[Collected data entries]

*** Begin section ***

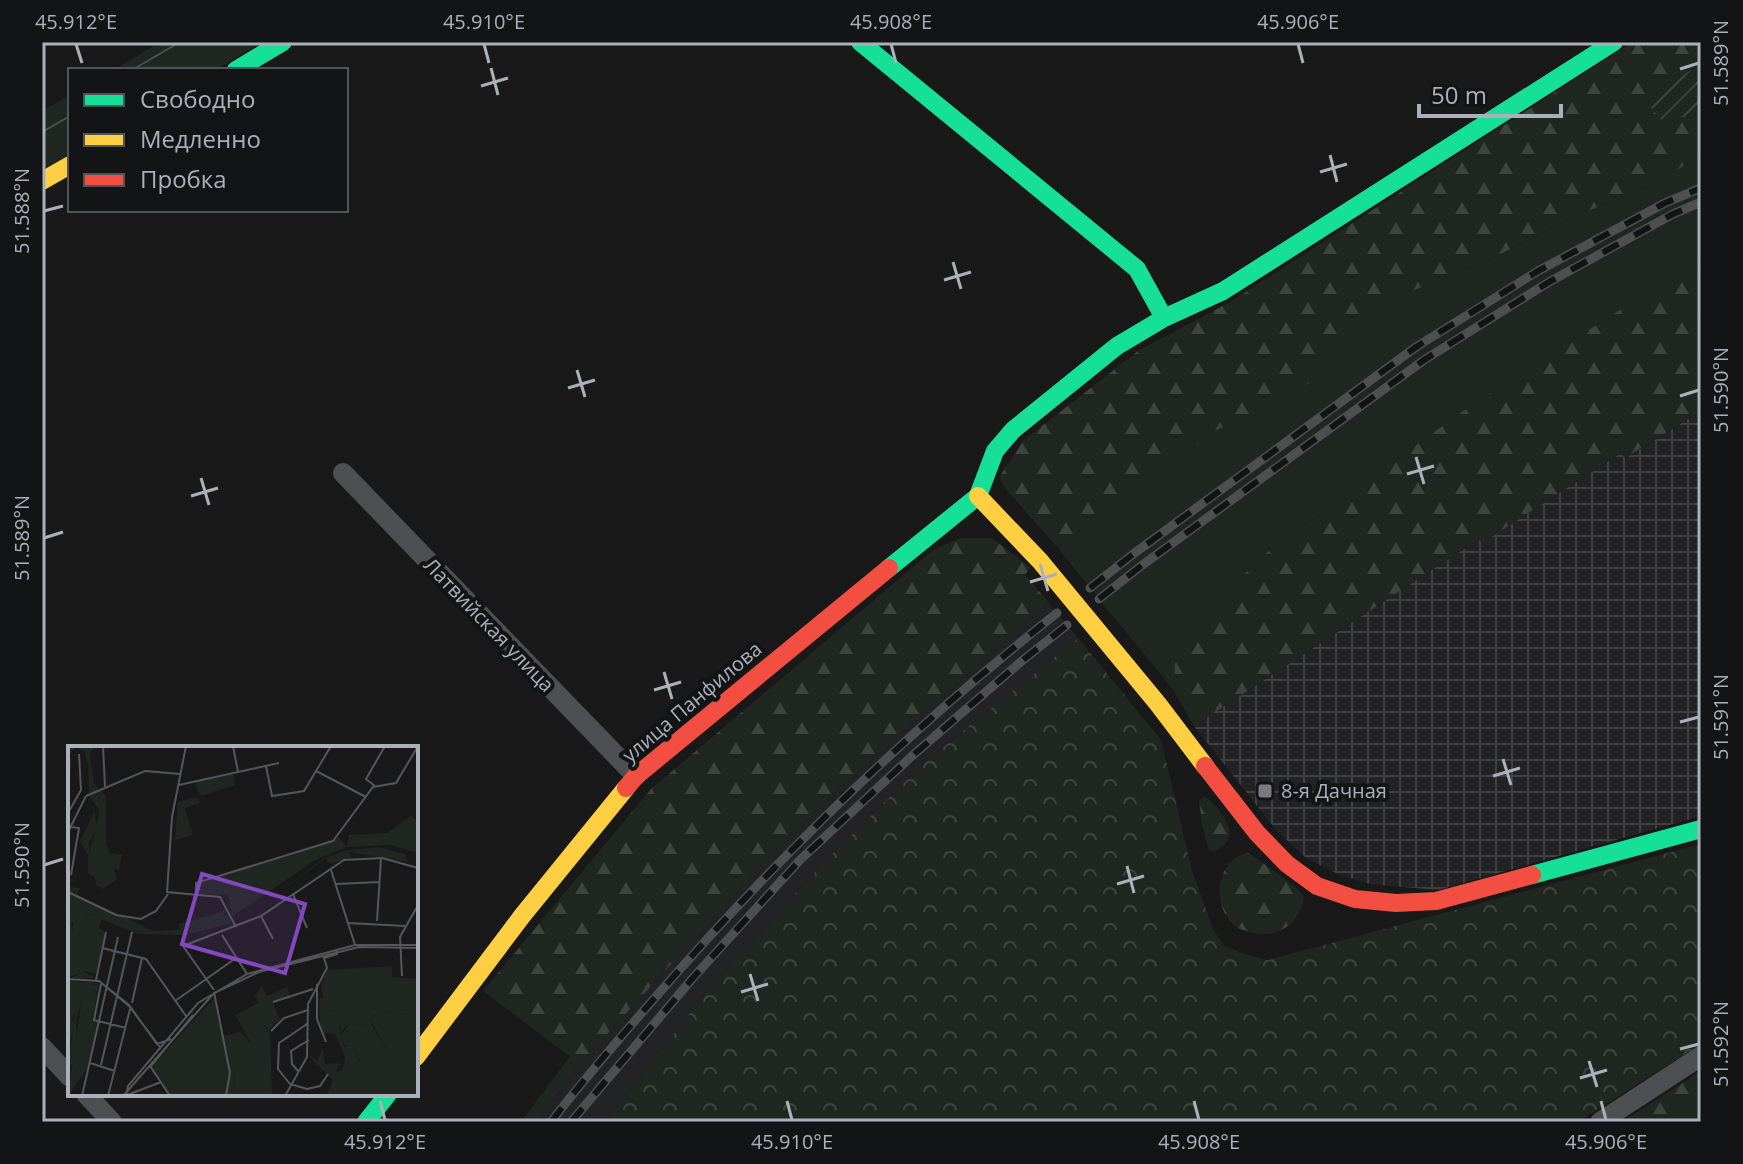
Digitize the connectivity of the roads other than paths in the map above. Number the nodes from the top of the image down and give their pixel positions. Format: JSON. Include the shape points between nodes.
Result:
{"nodes":[{"id":1,"x":283,"y":42,"type":"edge"},
{"id":2,"x":860,"y":42,"type":"edge"},
{"id":3,"x":1614,"y":42,"type":"edge"},
{"id":4,"x":239,"y":68,"type":"edge"},
{"id":5,"x":68,"y":166,"type":"edge"},
{"id":6,"x":42,"y":181,"type":"edge"},
{"id":7,"x":1164,"y":318,"type":"junction"},
{"id":8,"x":343,"y":473,"type":"dead end"},
{"id":9,"x":978,"y":496,"type":"junction"},
{"id":10,"x":636,"y":776,"type":"junction"},
{"id":11,"x":1701,"y":829,"type":"edge"},
{"id":12,"x":42,"y":1047,"type":"edge"},
{"id":13,"x":418,"y":1054,"type":"edge"},
{"id":14,"x":1701,"y":1056,"type":"edge"},
{"id":15,"x":68,"y":1075,"type":"edge"},
{"id":16,"x":88,"y":1096,"type":"edge"},
{"id":17,"x":386,"y":1096,"type":"edge"},
{"id":18,"x":112,"y":1122,"type":"edge"},
{"id":19,"x":366,"y":1122,"type":"edge"},
{"id":20,"x":1600,"y":1122,"type":"edge"}],
"edges":[{"from":1,"to":4,"type":"main road"},
{"from":2,"to":7,"type":"main road","via":[[1137,269]]},
{"from":3,"to":7,"type":"main road","via":[[1223,291]]},
{"from":5,"to":6,"type":"main road"},
{"from":7,"to":9,"type":"main road","via":[[1117,346],[1013,430],[995,451]]},
{"from":8,"to":10,"type":"street","name":"Латвийская улица"},
{"from":9,"to":10,"type":"main road","name":"улица Панфилова"},
{"from":9,"to":11,"type":"main road","via":[[1040,561],[1272,849],[1317,886],[1355,899],[1436,901]]},
{"from":10,"to":13,"type":"main road","name":"улица Панфилова"},
{"from":12,"to":15,"type":"street"},
{"from":14,"to":20,"type":"street"},
{"from":16,"to":18,"type":"street"},
{"from":17,"to":19,"type":"main road"}]}
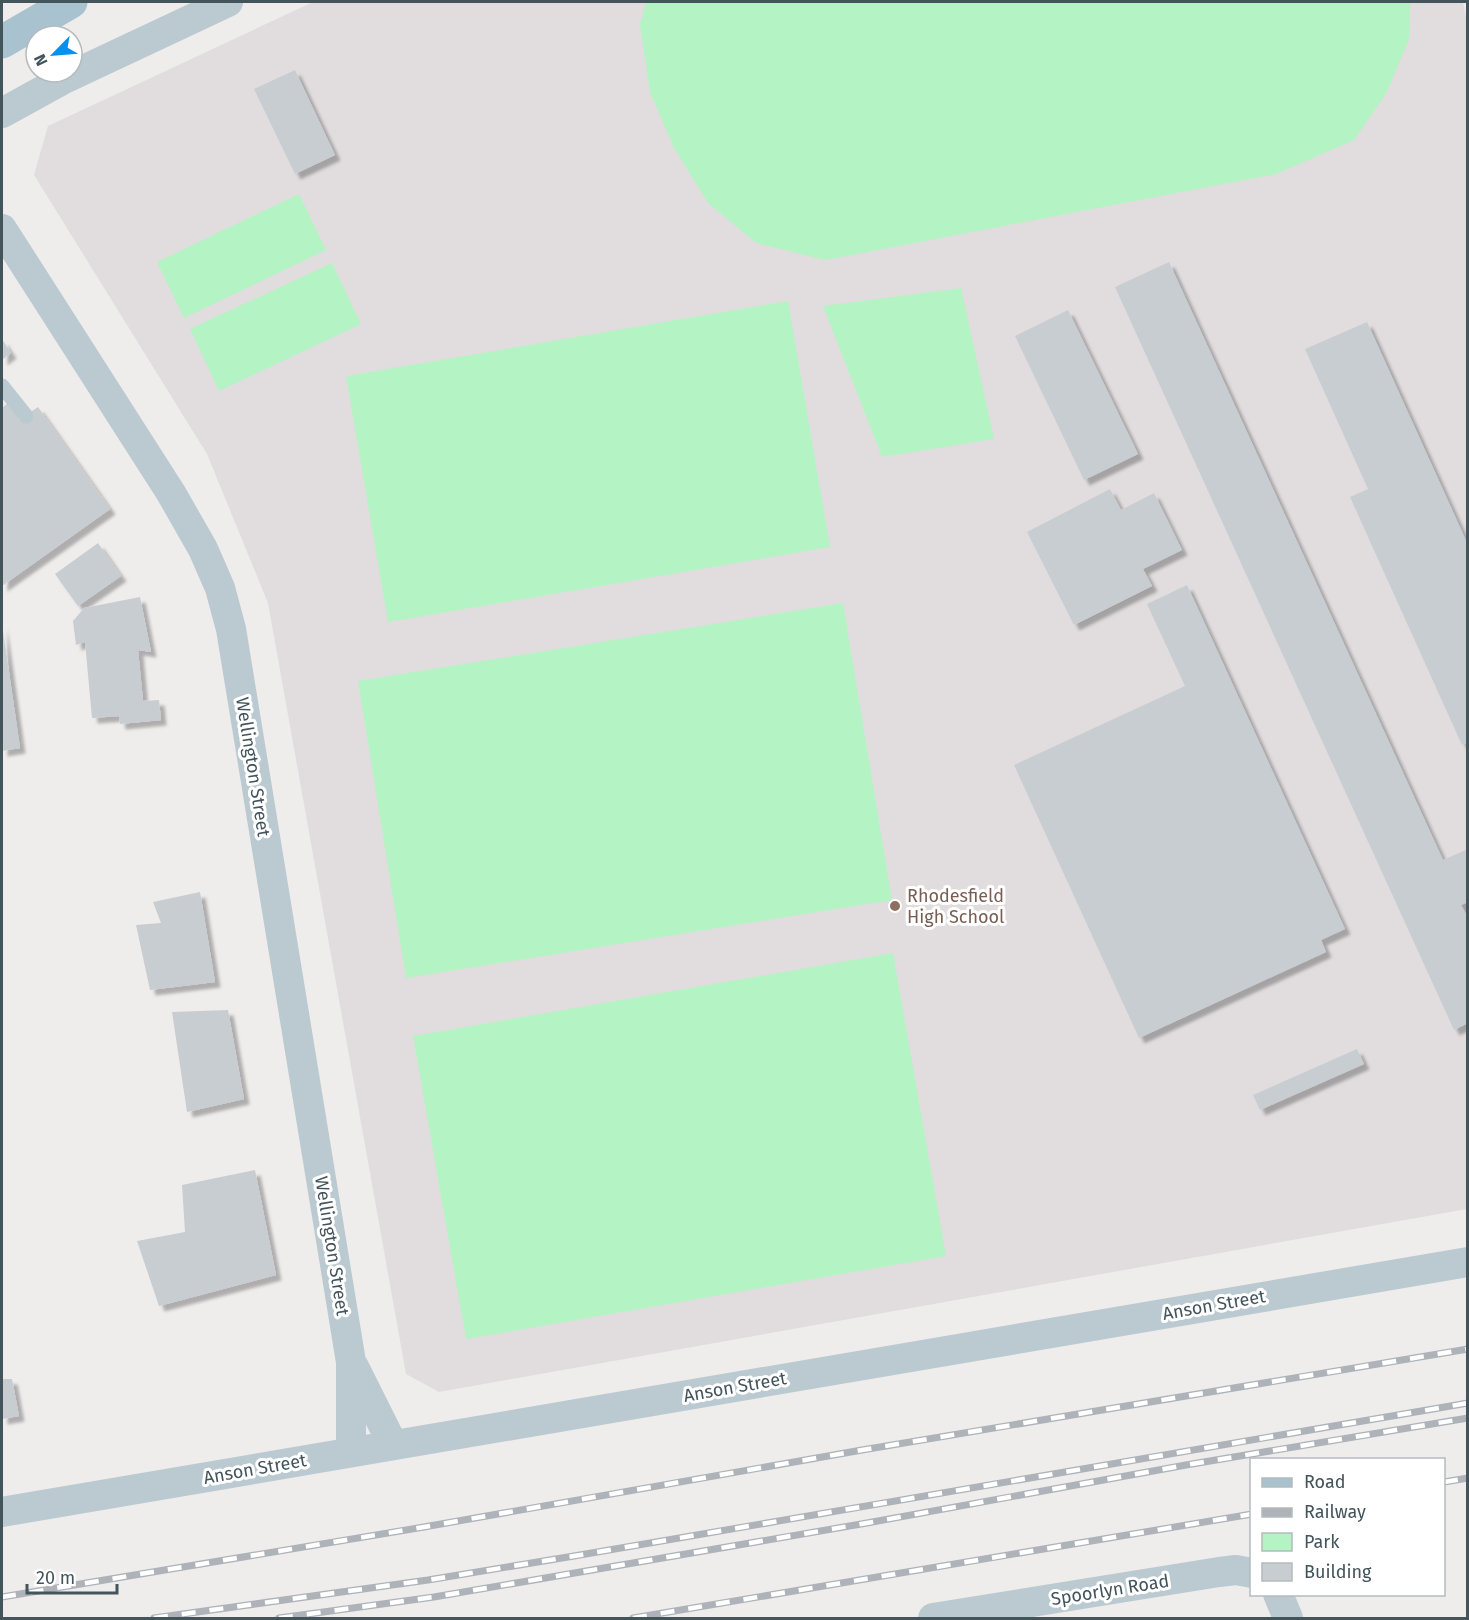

*** End section ***

# Task instructions
The data above must be given again in full and unaltered, minus its images.

# Written solution
Digitize the connectivity of the roads other than paths in the map above. Number the nodes from the top of the image down and give their pixel positions. Format: JSON. Include the shape points between nodes.
Result:
{"nodes":[{"id":1,"x":283,"y":42,"type":"edge"},
{"id":2,"x":860,"y":42,"type":"edge"},
{"id":3,"x":1614,"y":42,"type":"edge"},
{"id":4,"x":239,"y":68,"type":"edge"},
{"id":5,"x":68,"y":166,"type":"edge"},
{"id":6,"x":42,"y":181,"type":"edge"},
{"id":7,"x":1164,"y":318,"type":"junction"},
{"id":8,"x":343,"y":473,"type":"dead end"},
{"id":9,"x":978,"y":496,"type":"junction"},
{"id":10,"x":636,"y":776,"type":"junction"},
{"id":11,"x":1701,"y":829,"type":"edge"},
{"id":12,"x":42,"y":1047,"type":"edge"},
{"id":13,"x":418,"y":1054,"type":"edge"},
{"id":14,"x":1701,"y":1056,"type":"edge"},
{"id":15,"x":68,"y":1075,"type":"edge"},
{"id":16,"x":88,"y":1096,"type":"edge"},
{"id":17,"x":386,"y":1096,"type":"edge"},
{"id":18,"x":112,"y":1122,"type":"edge"},
{"id":19,"x":366,"y":1122,"type":"edge"},
{"id":20,"x":1600,"y":1122,"type":"edge"}],
"edges":[{"from":1,"to":4,"type":"main road"},
{"from":2,"to":7,"type":"main road","via":[[1137,269]]},
{"from":3,"to":7,"type":"main road","via":[[1223,291]]},
{"from":5,"to":6,"type":"main road"},
{"from":7,"to":9,"type":"main road","via":[[1117,346],[1013,430],[995,451]]},
{"from":8,"to":10,"type":"street","name":"Латвийская улица"},
{"from":9,"to":10,"type":"main road","name":"улица Панфилова"},
{"from":9,"to":11,"type":"main road","via":[[1040,561],[1272,849],[1317,886],[1355,899],[1436,901]]},
{"from":10,"to":13,"type":"main road","name":"улица Панфилова"},
{"from":12,"to":15,"type":"street"},
{"from":14,"to":20,"type":"street"},
{"from":16,"to":18,"type":"street"},
{"from":17,"to":19,"type":"main road"}]}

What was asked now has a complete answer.